Die Szene der Selbsthilfeliteratur hat sich in den letzten 10-20 Jahren gewandelt:
Früher konnte man davon ausgehen , dass es in Bezug auf wissenschaftliche Seriosität einen deutlichen Unterschied zwischen einem etablierten journalistischen Zugang und einer Betroffenen-Sichtweise gab. Inzwischen löst sich dieser Unterschied immer häufiger in Luft auf.
Dieses Buch von Catherine GRAY ist ein überzeugendes Beispiel dafür.
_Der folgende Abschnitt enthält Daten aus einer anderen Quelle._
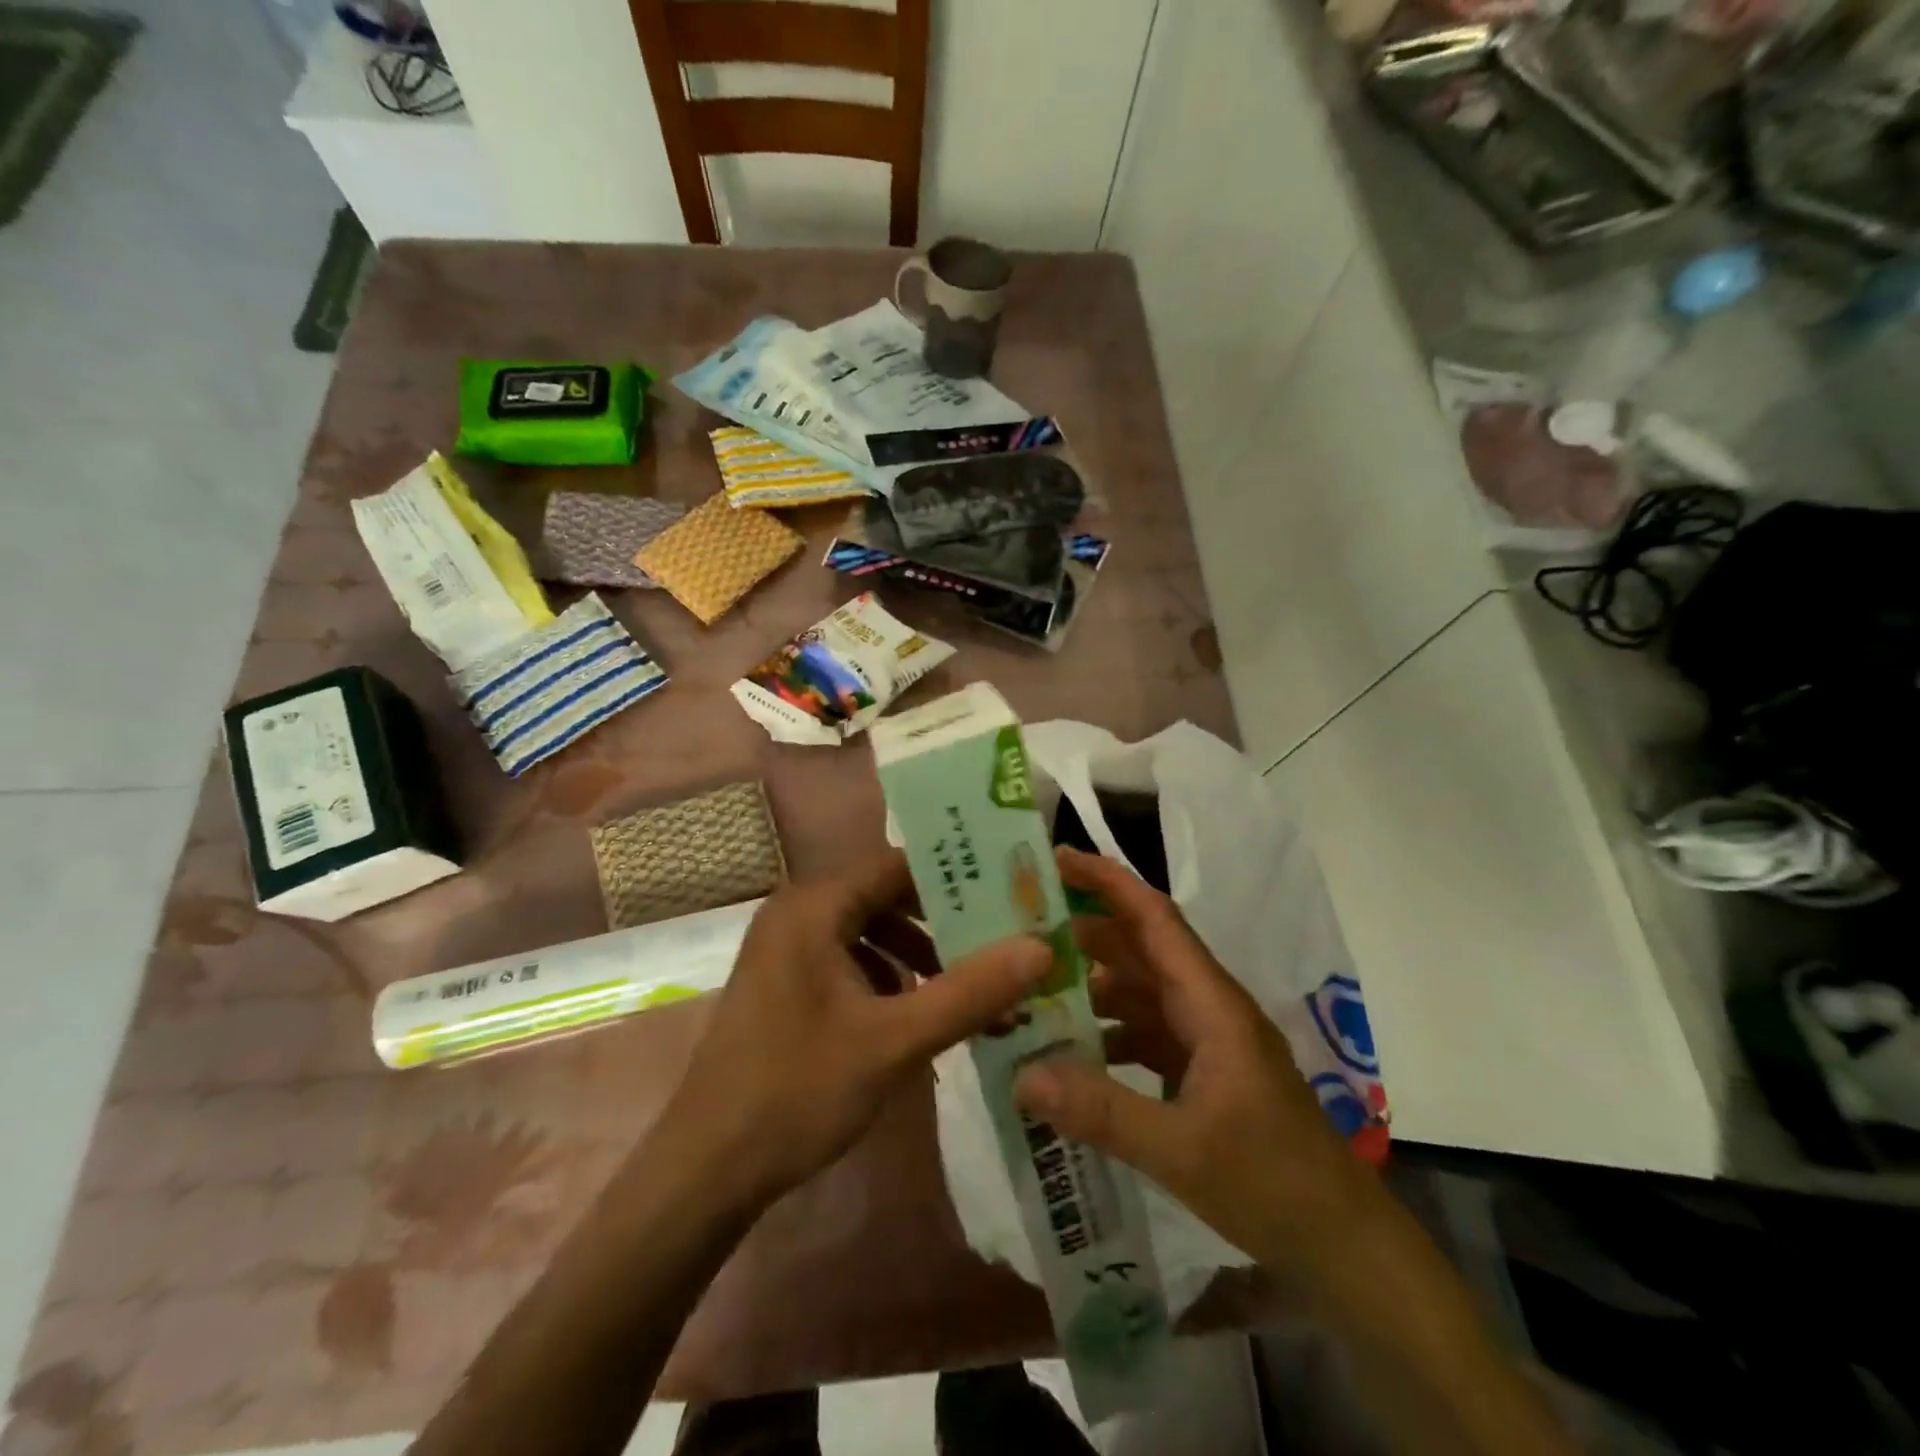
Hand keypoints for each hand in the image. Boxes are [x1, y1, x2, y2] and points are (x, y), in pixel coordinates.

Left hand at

GRAY ist im Bereich kleinen und großen Süchte ganz eindeutig eine Betroffene. Sie macht nicht nur keinen Hehl daraus, sondern sie benutzt dieses Insider-Wissen als Roten Faden bei ihrer Reise durch die “Kleinen Abhängigkeiten (die im Untertitel dann noch als “schlechte Angewohnheiten” verniedlicht werden).
Sie spricht nicht nur sehr eindeutig von Ihrer (überwundenen) Alkohol-Sucht, sondern macht ihre (unterschiedlichen) Erfahrungen und Gefährdungsniveaus für alle besprochenen Bereiche zum Thema. Das Spektrum ist breit gefächert und deckt sowohl stoffgebundene (Alkohol, Nikotin, Koffein, Cannabis, hochverarbeitete Lebensmittel), als auch verhaltensbezogene problematische “Gewohnheiten” ab (Glücksspiel, Medien, Pornogafie, Beziehungen/Sex, Konsum, usw.).
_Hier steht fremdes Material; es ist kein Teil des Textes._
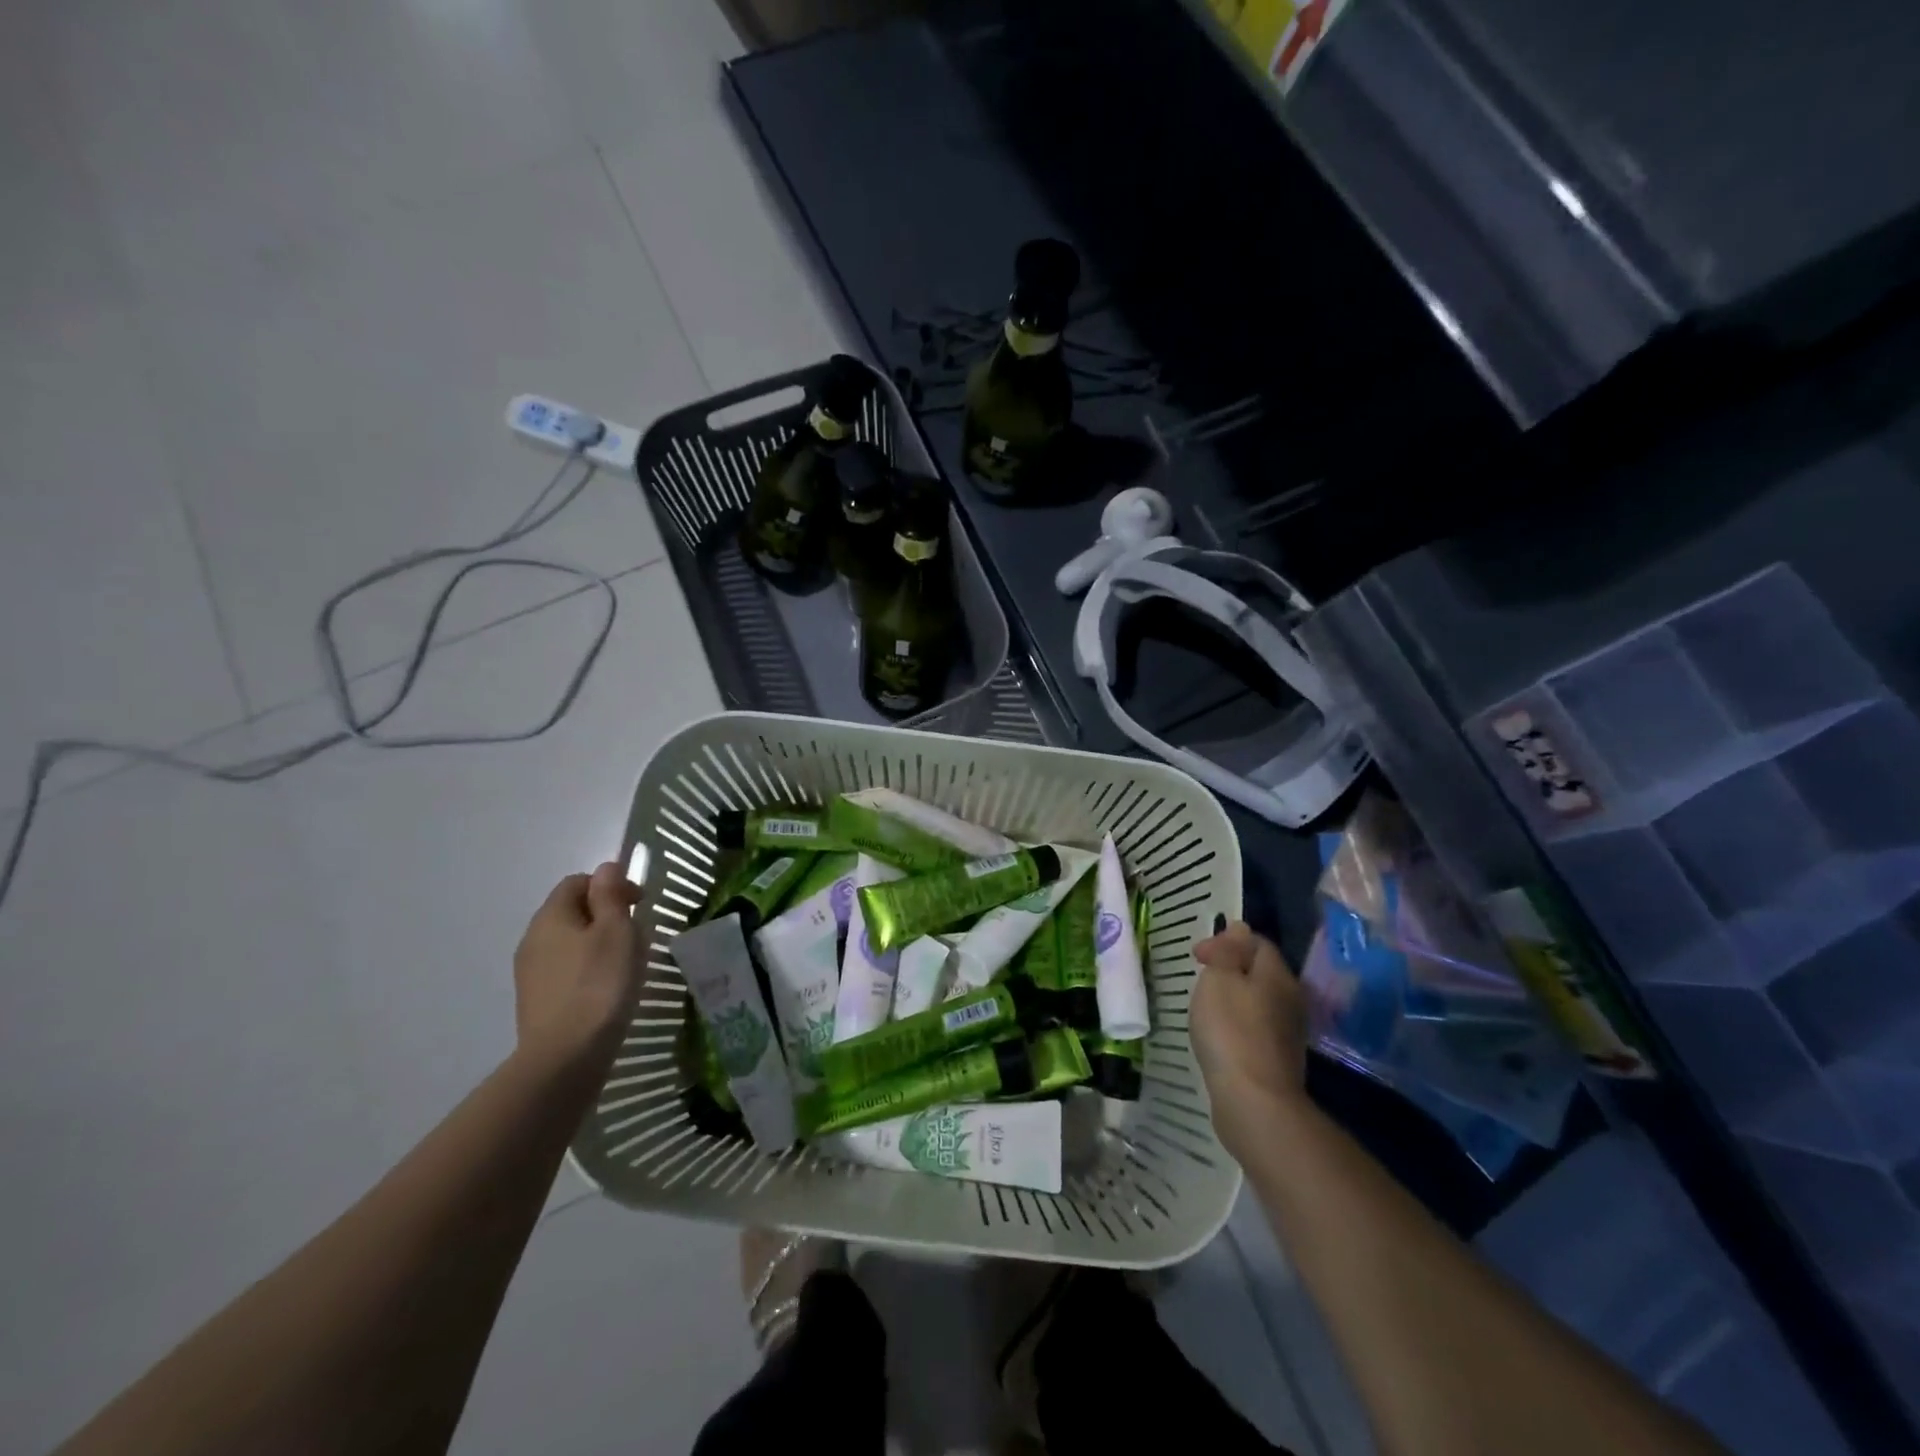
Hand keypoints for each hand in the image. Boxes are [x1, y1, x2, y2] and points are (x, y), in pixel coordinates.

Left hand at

Entscheidend für die Qualität und Wirkung des Buches ist jedoch die Kombination von Authentizität (“ich war/bin ein teil der Szene; ich weiß wie sich das anfühlt, ich bin alles andere als eine “Heilige”) und solider Fachkunde. Und so, wie GRAY auf der Erfahrungsebene aus dem Vollen schöpfen kann, hat sie auch im Bereich der fachlichen Vertiefung einiges zu bieten: Sie hat sich nicht nur in die psychologischen und neurophysiologischen Grundlagen eingelesen, sondern hat auch zahlreiche Gespräche mit Experten und Expertinnen geführt (u.a. in einer etablierten Entzugsklinik).
So erfahren wir eine Menge über die Arbeits- und Wirkungsweise unserer neuronalen Belohnungszentren, über sinnvolle Selbstkontroll-Strategien und therapeutische Methoden.

Für die Seriosität ihres Textes spricht auch die klare Unterscheidung zwischen “kleinen” und “großen” Abhängigkeiten. Sie gibt konkrete Hinweise, wann eine problematische Angewohnheit sich zu einem ernsthalten gesundheitlichen Risiko auswächst und professionelle Hilfe benötig.

Somit ist die Zielgruppe für diese informative und alltagsnahe Publikation klar zu umreißen: Es sind Menschen, denen ein rein sachbezogener Zugang zum Thema zu “trocken” wäre und die sich lieber von jemandem ansprechen und motivieren lassen, der den “alltäglichen Wahnsinn” mit all seinen Verlockungen und Versuchungen selbst durchlebt und durchlitten hat.
Hier, gegenüber Catherine GRAY, muss sich wirklich niemand seiner Schwächen schämen. Selbst wenn man schon viel Selbstachtung verloren haben sollte – die Autorin zeigt, dass man nicht alleine ist und – was noch wichtiger ist – dass man sich auch von ziemlich weit unten wieder hocharbeiten kann. Und GRAY vergisst auch nicht, auf die Mitverantwortung derjenigen hinzuweisen, die die entsprechenden “Suchtmittel” herstellen, bewerben und nicht regulieren bzw. extrem leicht zugänglich machen.
Wer allerdings nur die Sachinformation sucht, den werden all die persönlichen Erfahrungen und Bekenntnisse aus einem “bewegten” Leben vermutlich eher nerven.